▶ **Work task**:
Write out all of the lines below, exactly and completely.

▶ **Dataset content**:
-.-.-

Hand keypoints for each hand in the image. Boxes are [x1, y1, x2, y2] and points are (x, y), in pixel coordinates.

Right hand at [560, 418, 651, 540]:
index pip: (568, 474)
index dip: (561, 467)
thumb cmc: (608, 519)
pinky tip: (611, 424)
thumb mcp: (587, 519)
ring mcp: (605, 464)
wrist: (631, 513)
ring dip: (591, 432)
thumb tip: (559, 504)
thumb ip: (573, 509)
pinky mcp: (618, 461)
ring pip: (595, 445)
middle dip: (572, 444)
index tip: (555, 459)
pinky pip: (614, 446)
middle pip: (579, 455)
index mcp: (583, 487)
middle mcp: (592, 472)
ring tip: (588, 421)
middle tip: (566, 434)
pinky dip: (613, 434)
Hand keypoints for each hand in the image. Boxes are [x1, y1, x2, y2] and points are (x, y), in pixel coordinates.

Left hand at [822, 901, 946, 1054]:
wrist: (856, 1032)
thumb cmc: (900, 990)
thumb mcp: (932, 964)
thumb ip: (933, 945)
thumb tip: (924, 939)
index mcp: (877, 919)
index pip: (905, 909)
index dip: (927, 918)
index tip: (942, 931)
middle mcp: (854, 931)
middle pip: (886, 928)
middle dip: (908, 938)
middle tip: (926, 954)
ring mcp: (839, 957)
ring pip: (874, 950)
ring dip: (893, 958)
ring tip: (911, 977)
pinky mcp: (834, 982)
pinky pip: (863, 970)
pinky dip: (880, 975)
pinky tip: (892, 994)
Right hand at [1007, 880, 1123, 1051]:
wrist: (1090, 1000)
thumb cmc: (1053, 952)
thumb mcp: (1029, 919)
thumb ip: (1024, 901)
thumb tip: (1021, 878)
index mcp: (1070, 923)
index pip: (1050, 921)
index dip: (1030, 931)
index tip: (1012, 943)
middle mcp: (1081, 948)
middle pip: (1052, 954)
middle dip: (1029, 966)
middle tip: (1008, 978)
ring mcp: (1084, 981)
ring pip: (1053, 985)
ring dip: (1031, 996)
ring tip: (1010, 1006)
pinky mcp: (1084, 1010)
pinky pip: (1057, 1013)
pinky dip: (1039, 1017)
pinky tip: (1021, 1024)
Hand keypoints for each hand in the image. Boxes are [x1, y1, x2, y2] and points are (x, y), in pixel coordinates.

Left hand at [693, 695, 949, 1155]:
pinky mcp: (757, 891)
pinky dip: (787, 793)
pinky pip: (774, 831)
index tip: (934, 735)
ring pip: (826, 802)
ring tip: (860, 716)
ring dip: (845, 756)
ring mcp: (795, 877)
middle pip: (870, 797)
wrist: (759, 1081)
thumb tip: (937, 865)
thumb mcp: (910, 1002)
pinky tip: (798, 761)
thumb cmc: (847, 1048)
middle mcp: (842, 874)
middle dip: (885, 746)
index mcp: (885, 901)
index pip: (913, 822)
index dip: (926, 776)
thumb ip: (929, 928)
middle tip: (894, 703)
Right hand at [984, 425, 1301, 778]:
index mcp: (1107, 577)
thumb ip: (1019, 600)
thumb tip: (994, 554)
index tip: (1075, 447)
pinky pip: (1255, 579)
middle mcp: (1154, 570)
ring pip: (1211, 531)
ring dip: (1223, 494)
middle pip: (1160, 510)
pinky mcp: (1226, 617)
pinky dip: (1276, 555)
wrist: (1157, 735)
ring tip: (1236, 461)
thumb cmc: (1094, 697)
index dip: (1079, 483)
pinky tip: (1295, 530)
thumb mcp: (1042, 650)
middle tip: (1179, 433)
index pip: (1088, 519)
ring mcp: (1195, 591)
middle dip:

-.-.-

▶ **Output below**:
Hand keypoints for each hand in the image. Boxes are [x1, y1, x2, y2] and points are (x, y), in pixel coordinates.

Right hand at [560, 418, 651, 540]:
index pip: (568, 474)
index dip: (561, 467)
thumb cmc: (608, 519)
pinky tip: (611, 424)
thumb mcp: (587, 519)
ring mcp: (605, 464)
wrist: (631, 513)
ring dip: (591, 432)
thumb tip: (559, 504)
thumb ip: (573, 509)
pinky mcp: (618, 461)
ring pip: (595, 445)
middle dip: (572, 444)
index tip: (555, 459)
pinky pip: (614, 446)
middle pip: (579, 455)
index mcp: (583, 487)
middle mcp: (592, 472)
ring tip: (588, 421)
middle tip: (566, 434)
pinky dip: (613, 434)
Hand keypoints for each hand in the image. Boxes are [x1, y1, x2, y2] and points are (x, y), in pixel coordinates.

Left hand at [822, 901, 946, 1054]:
wrist: (856, 1032)
thumb cmc: (900, 990)
thumb mcp: (932, 964)
thumb ip: (933, 945)
thumb tip: (924, 939)
index mcp: (877, 919)
index pip: (905, 909)
index dip: (927, 918)
index tip: (942, 931)
middle mcp: (854, 931)
middle pip: (886, 928)
middle dip: (908, 938)
middle tip: (926, 954)
ring mcp: (839, 957)
ring pip: (874, 950)
ring dip: (893, 958)
ring tip: (911, 977)
pinky mcp: (834, 982)
pinky pip: (863, 970)
pinky dip: (880, 975)
pinky tip: (892, 994)
Right hand at [1007, 880, 1123, 1051]:
wrist: (1090, 1000)
thumb cmc: (1053, 952)
thumb mcp: (1029, 919)
thumb ip: (1024, 901)
thumb tip: (1021, 878)
index mcp: (1070, 923)
index pip: (1050, 921)
index dip: (1030, 931)
index tip: (1012, 943)
middle mcp: (1081, 948)
middle pip: (1052, 954)
middle dip: (1029, 966)
middle tip: (1008, 978)
ring mcp: (1084, 981)
ring pip: (1053, 985)
ring dip: (1031, 996)
ring tip: (1010, 1006)
pinky mcp: (1084, 1010)
pinky pip: (1057, 1013)
pinky dip: (1039, 1017)
pinky tip: (1021, 1024)
Hand keypoints for each hand in the image. Boxes are [x1, y1, x2, y2] and points are (x, y), in pixel coordinates.

Left hand at [693, 695, 949, 1155]:
pinky mcp: (757, 891)
pinky dip: (787, 793)
pinky pip: (774, 831)
index tip: (934, 735)
ring pip: (826, 802)
ring tip: (860, 716)
ring dip: (845, 756)
ring mcp: (795, 877)
middle pip: (870, 797)
wrist: (759, 1081)
thumb tip: (937, 865)
thumb mcp: (910, 1002)
pinky tip: (798, 761)
thumb cmc: (847, 1048)
middle mcp: (842, 874)
middle dip: (885, 746)
index mcp: (885, 901)
index pip: (913, 822)
index dip: (926, 776)
thumb ip: (929, 928)
middle tip: (894, 703)
Right hand at [984, 425, 1301, 778]:
index mcp: (1107, 577)
thumb ip: (1019, 600)
thumb tip: (994, 554)
index tip: (1075, 447)
pinky pip: (1255, 579)
middle mcp: (1154, 570)
ring pip: (1211, 531)
ring dip: (1223, 494)
middle pip: (1160, 510)
pinky mcp: (1226, 617)
pinky dip: (1276, 555)
wrist: (1157, 735)
ring tip: (1236, 461)
thumb cmc: (1094, 697)
index dip: (1079, 483)
pinky tip: (1295, 530)
thumb mcp: (1042, 650)
middle tip: (1179, 433)
index pip: (1088, 519)
ring mcp: (1195, 591)
middle dip:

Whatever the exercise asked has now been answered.